**The task:**
What you return should match the records below exactly.

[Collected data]
--------------------------------------------------
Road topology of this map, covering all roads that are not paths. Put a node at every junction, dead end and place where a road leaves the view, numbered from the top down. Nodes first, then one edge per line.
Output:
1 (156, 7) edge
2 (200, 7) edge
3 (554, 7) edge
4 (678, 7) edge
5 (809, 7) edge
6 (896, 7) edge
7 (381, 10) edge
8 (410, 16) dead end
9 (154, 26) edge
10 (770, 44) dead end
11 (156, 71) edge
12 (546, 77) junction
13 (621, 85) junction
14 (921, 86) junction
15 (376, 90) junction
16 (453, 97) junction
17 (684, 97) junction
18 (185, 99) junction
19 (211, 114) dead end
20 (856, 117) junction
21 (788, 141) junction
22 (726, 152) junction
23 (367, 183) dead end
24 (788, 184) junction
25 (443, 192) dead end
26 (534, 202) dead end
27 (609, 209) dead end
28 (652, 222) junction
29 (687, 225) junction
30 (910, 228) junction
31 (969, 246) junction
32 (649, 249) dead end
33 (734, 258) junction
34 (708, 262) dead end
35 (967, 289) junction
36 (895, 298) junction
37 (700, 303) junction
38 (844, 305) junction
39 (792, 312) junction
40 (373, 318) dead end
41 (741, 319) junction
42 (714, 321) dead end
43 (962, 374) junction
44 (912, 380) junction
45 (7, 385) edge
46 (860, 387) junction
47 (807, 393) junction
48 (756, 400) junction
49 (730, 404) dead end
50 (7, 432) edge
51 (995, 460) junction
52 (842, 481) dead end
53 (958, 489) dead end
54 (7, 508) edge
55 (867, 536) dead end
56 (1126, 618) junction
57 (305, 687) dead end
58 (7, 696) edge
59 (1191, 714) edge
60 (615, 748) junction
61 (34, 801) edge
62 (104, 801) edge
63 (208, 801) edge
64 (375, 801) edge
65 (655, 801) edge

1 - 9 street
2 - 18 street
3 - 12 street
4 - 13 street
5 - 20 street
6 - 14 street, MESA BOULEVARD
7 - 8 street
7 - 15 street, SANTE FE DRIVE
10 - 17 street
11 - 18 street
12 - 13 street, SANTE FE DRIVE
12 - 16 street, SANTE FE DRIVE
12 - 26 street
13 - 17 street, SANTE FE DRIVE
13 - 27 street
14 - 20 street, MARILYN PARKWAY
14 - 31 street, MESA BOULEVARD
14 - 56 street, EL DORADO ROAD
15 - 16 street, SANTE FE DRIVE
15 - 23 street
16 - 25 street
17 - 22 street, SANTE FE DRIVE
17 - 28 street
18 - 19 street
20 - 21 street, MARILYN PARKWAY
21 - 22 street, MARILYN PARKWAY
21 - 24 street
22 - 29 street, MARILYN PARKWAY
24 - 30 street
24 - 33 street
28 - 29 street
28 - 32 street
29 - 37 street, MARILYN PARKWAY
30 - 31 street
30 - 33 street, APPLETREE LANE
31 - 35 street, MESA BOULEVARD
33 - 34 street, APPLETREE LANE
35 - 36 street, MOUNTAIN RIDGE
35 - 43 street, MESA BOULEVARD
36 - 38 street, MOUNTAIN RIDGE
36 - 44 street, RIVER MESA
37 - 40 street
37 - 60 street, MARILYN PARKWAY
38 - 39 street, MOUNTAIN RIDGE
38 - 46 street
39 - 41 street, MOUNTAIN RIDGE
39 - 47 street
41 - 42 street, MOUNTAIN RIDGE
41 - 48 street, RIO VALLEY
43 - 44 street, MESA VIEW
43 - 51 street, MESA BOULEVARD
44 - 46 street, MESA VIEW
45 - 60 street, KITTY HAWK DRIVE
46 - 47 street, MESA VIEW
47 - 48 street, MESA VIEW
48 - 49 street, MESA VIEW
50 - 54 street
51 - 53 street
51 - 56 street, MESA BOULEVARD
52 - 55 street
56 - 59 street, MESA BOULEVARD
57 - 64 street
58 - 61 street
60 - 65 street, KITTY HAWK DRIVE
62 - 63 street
--------------------------------------------------
**Expected answer:**
Road topology of this map, covering all roads that are not paths. Put a node at every junction, dead end and place where a road leaves the view, numbered from the top down. Nodes first, then one edge per line.
Output:
1 (156, 7) edge
2 (200, 7) edge
3 (554, 7) edge
4 (678, 7) edge
5 (809, 7) edge
6 (896, 7) edge
7 (381, 10) edge
8 (410, 16) dead end
9 (154, 26) edge
10 (770, 44) dead end
11 (156, 71) edge
12 (546, 77) junction
13 (621, 85) junction
14 (921, 86) junction
15 (376, 90) junction
16 (453, 97) junction
17 (684, 97) junction
18 (185, 99) junction
19 (211, 114) dead end
20 (856, 117) junction
21 (788, 141) junction
22 (726, 152) junction
23 (367, 183) dead end
24 (788, 184) junction
25 (443, 192) dead end
26 (534, 202) dead end
27 (609, 209) dead end
28 (652, 222) junction
29 (687, 225) junction
30 (910, 228) junction
31 (969, 246) junction
32 (649, 249) dead end
33 (734, 258) junction
34 (708, 262) dead end
35 (967, 289) junction
36 (895, 298) junction
37 (700, 303) junction
38 (844, 305) junction
39 (792, 312) junction
40 (373, 318) dead end
41 (741, 319) junction
42 (714, 321) dead end
43 (962, 374) junction
44 (912, 380) junction
45 (7, 385) edge
46 (860, 387) junction
47 (807, 393) junction
48 (756, 400) junction
49 (730, 404) dead end
50 (7, 432) edge
51 (995, 460) junction
52 (842, 481) dead end
53 (958, 489) dead end
54 (7, 508) edge
55 (867, 536) dead end
56 (1126, 618) junction
57 (305, 687) dead end
58 (7, 696) edge
59 (1191, 714) edge
60 (615, 748) junction
61 (34, 801) edge
62 (104, 801) edge
63 (208, 801) edge
64 (375, 801) edge
65 (655, 801) edge

1 - 9 street
2 - 18 street
3 - 12 street
4 - 13 street
5 - 20 street
6 - 14 street, MESA BOULEVARD
7 - 8 street
7 - 15 street, SANTE FE DRIVE
10 - 17 street
11 - 18 street
12 - 13 street, SANTE FE DRIVE
12 - 16 street, SANTE FE DRIVE
12 - 26 street
13 - 17 street, SANTE FE DRIVE
13 - 27 street
14 - 20 street, MARILYN PARKWAY
14 - 31 street, MESA BOULEVARD
14 - 56 street, EL DORADO ROAD
15 - 16 street, SANTE FE DRIVE
15 - 23 street
16 - 25 street
17 - 22 street, SANTE FE DRIVE
17 - 28 street
18 - 19 street
20 - 21 street, MARILYN PARKWAY
21 - 22 street, MARILYN PARKWAY
21 - 24 street
22 - 29 street, MARILYN PARKWAY
24 - 30 street
24 - 33 street
28 - 29 street
28 - 32 street
29 - 37 street, MARILYN PARKWAY
30 - 31 street
30 - 33 street, APPLETREE LANE
31 - 35 street, MESA BOULEVARD
33 - 34 street, APPLETREE LANE
35 - 36 street, MOUNTAIN RIDGE
35 - 43 street, MESA BOULEVARD
36 - 38 street, MOUNTAIN RIDGE
36 - 44 street, RIVER MESA
37 - 40 street
37 - 60 street, MARILYN PARKWAY
38 - 39 street, MOUNTAIN RIDGE
38 - 46 street
39 - 41 street, MOUNTAIN RIDGE
39 - 47 street
41 - 42 street, MOUNTAIN RIDGE
41 - 48 street, RIO VALLEY
43 - 44 street, MESA VIEW
43 - 51 street, MESA BOULEVARD
44 - 46 street, MESA VIEW
45 - 60 street, KITTY HAWK DRIVE
46 - 47 street, MESA VIEW
47 - 48 street, MESA VIEW
48 - 49 street, MESA VIEW
50 - 54 street
51 - 53 street
51 - 56 street, MESA BOULEVARD
52 - 55 street
56 - 59 street, MESA BOULEVARD
57 - 64 street
58 - 61 street
60 - 65 street, KITTY HAWK DRIVE
62 - 63 street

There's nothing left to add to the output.